Al Jazeera has found itself at the centre of one of the most inflammatory diplomatic crises to grip the gulf states in decades. Saudi Arabia and its allies—accusing Qatar of supporting terrorism and backing regional rival Iran—have cut all ties with their tiny gas producing neighbor. The closure of Doha-based Al Jazeera is one of 13 demands issued by Saudi Arabia, Egypt, the UAE and Bahrain before normal relations can resume.
Israel gave its most explicit backing of the Saudi boycott to date on Sunday when Communications Minister Ayoub Kara said Israel would shut down the network's cable and satellite transmissions in the country as well as the other measures against its journalists.
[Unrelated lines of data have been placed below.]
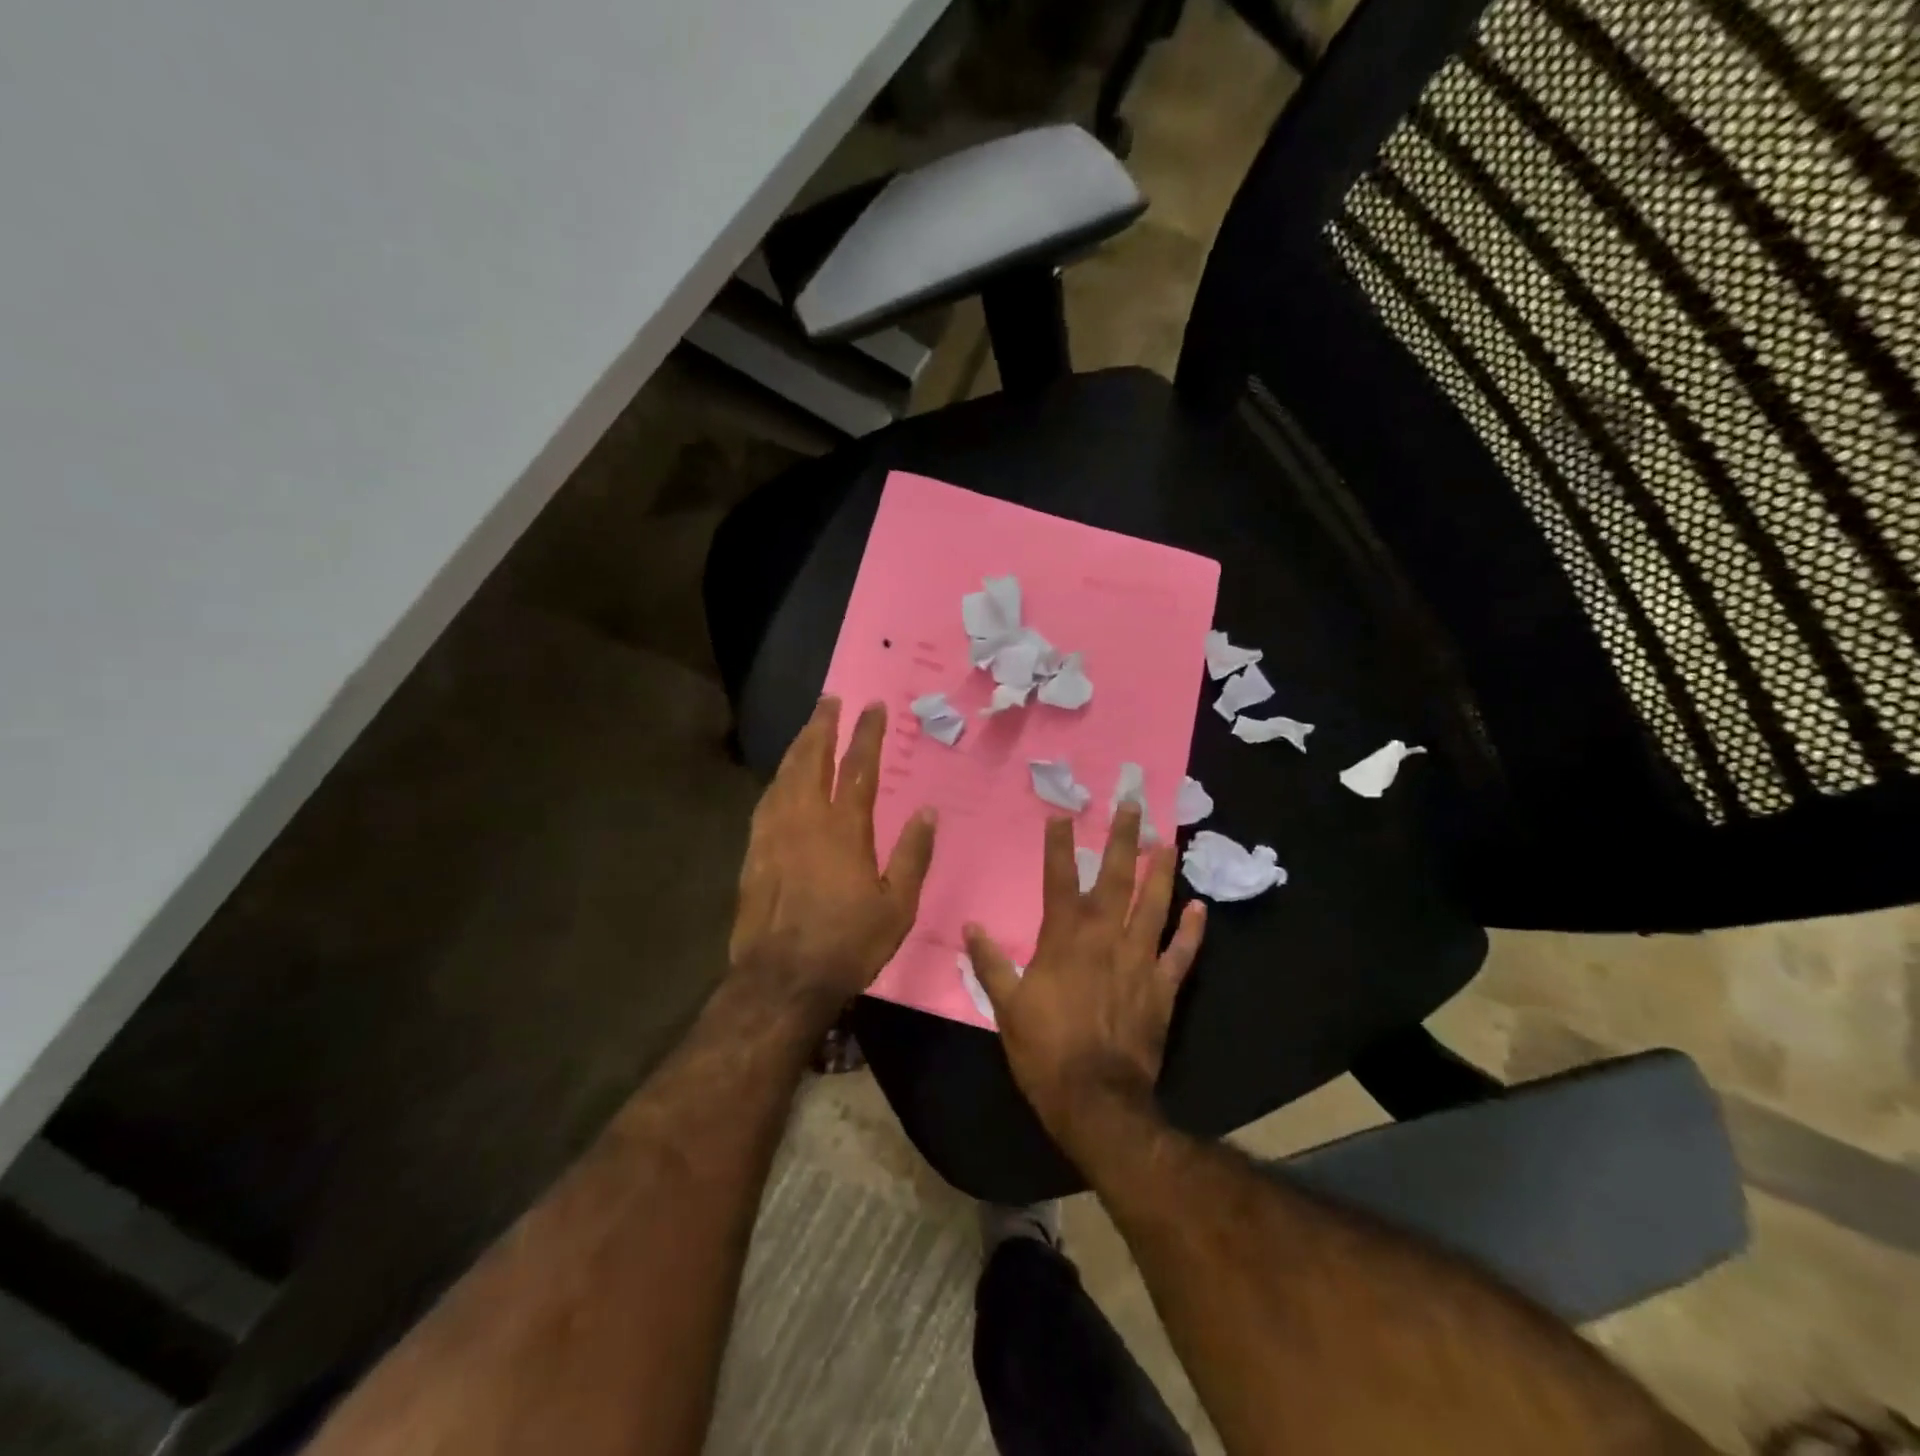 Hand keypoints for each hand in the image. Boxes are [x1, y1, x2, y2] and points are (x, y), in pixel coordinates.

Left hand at [730, 697, 937, 1023]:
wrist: (783, 978)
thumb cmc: (848, 943)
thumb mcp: (898, 905)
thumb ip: (913, 855)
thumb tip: (928, 812)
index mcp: (845, 829)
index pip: (859, 767)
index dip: (867, 733)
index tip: (873, 706)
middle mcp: (806, 819)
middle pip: (812, 759)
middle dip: (822, 726)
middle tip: (829, 700)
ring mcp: (774, 834)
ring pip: (784, 776)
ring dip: (798, 747)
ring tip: (807, 729)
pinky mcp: (753, 852)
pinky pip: (766, 802)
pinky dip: (777, 780)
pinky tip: (780, 779)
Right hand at [965, 804, 1204, 1137]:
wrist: (1095, 1098)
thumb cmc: (1045, 1050)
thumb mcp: (1006, 1006)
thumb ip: (990, 963)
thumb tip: (971, 927)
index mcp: (1064, 937)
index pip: (1060, 878)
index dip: (1059, 845)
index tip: (1062, 814)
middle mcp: (1105, 937)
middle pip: (1116, 877)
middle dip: (1122, 838)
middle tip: (1132, 804)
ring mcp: (1139, 960)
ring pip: (1153, 905)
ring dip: (1161, 871)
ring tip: (1167, 841)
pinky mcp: (1163, 987)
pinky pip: (1181, 953)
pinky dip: (1192, 930)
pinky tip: (1199, 907) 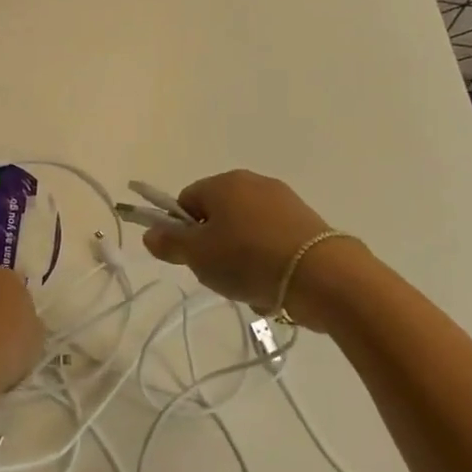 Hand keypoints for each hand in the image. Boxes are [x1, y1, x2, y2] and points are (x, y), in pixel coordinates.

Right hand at [142, 170, 361, 324]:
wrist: (322, 275)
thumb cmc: (249, 259)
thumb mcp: (199, 256)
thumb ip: (170, 243)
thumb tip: (149, 232)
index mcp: (223, 183)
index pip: (187, 200)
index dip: (183, 231)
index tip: (192, 258)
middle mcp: (253, 183)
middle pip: (218, 216)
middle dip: (215, 247)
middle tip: (219, 275)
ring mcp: (284, 201)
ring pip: (246, 233)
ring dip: (242, 259)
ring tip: (251, 288)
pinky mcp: (308, 223)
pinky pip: (273, 242)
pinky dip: (269, 262)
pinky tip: (275, 287) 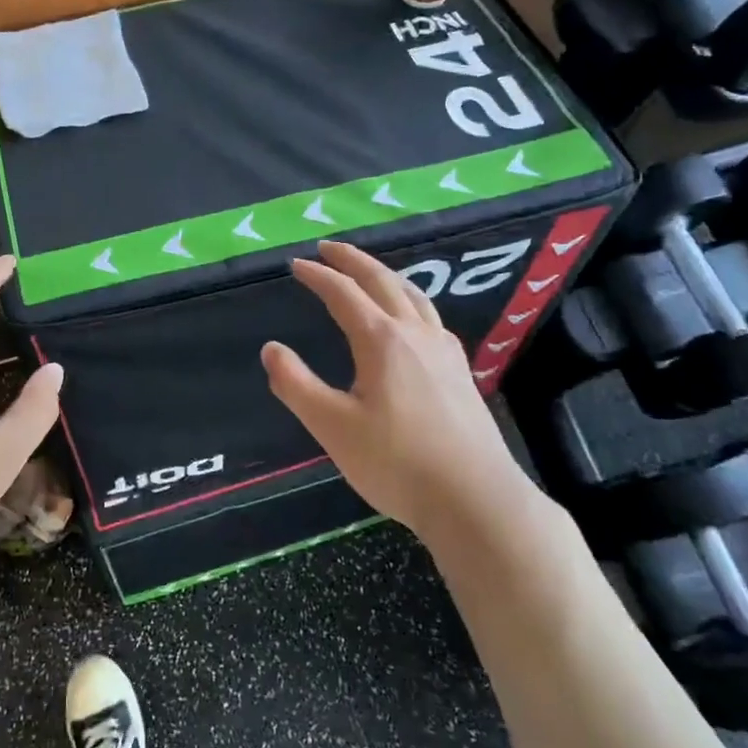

"We have based our decision on the move by Sunni Arab states to close the Al Jazeera offices and prohibiting their work," Kara said. His comments followed statements by Israeli Prime Minister Benjamin Netanyahu criticising the channel’s coverage of recent Arab boycotts over Israeli security measures at Jerusalem’s al-Aqsa Mosque. Al Jazeera was denied access to the press conference about its own future.
Fewer than 24 hours later the news channel offered its response. In a statement on the planned closure and other measures Al Jazeera said it “ denounces this decision made by a state that claims to be ‘the only democratic state in the Middle East.’"
Al Jazeera said that it would “watch closely the developments that may result from the Israeli decision, and will take the necessary legal measures towards it.”
The news channel challenged Kara, saying the Israeli minister had failed to substantiate his claims over Al Jazeera’s coverage, saying the network would “continue covering news and events in the occupied Palestinian territories in a professional and objective manner in accordance with the common journalistic standards set by the relevant international organizations, such as the British Broadcasting Code of Ofcom."
The move by Israel follows the closure of Al Jazeera bureaus in Saudi Arabia and Jordan. The UAE has also blocked Al Jazeera’s signal, while Egypt banned Al Jazeera following the ouster of the country’s Muslim Brotherhood President Mohammed Morsi. Al Jazeera and its Arabic language channel in particular have been accused of support for the Islamist movement.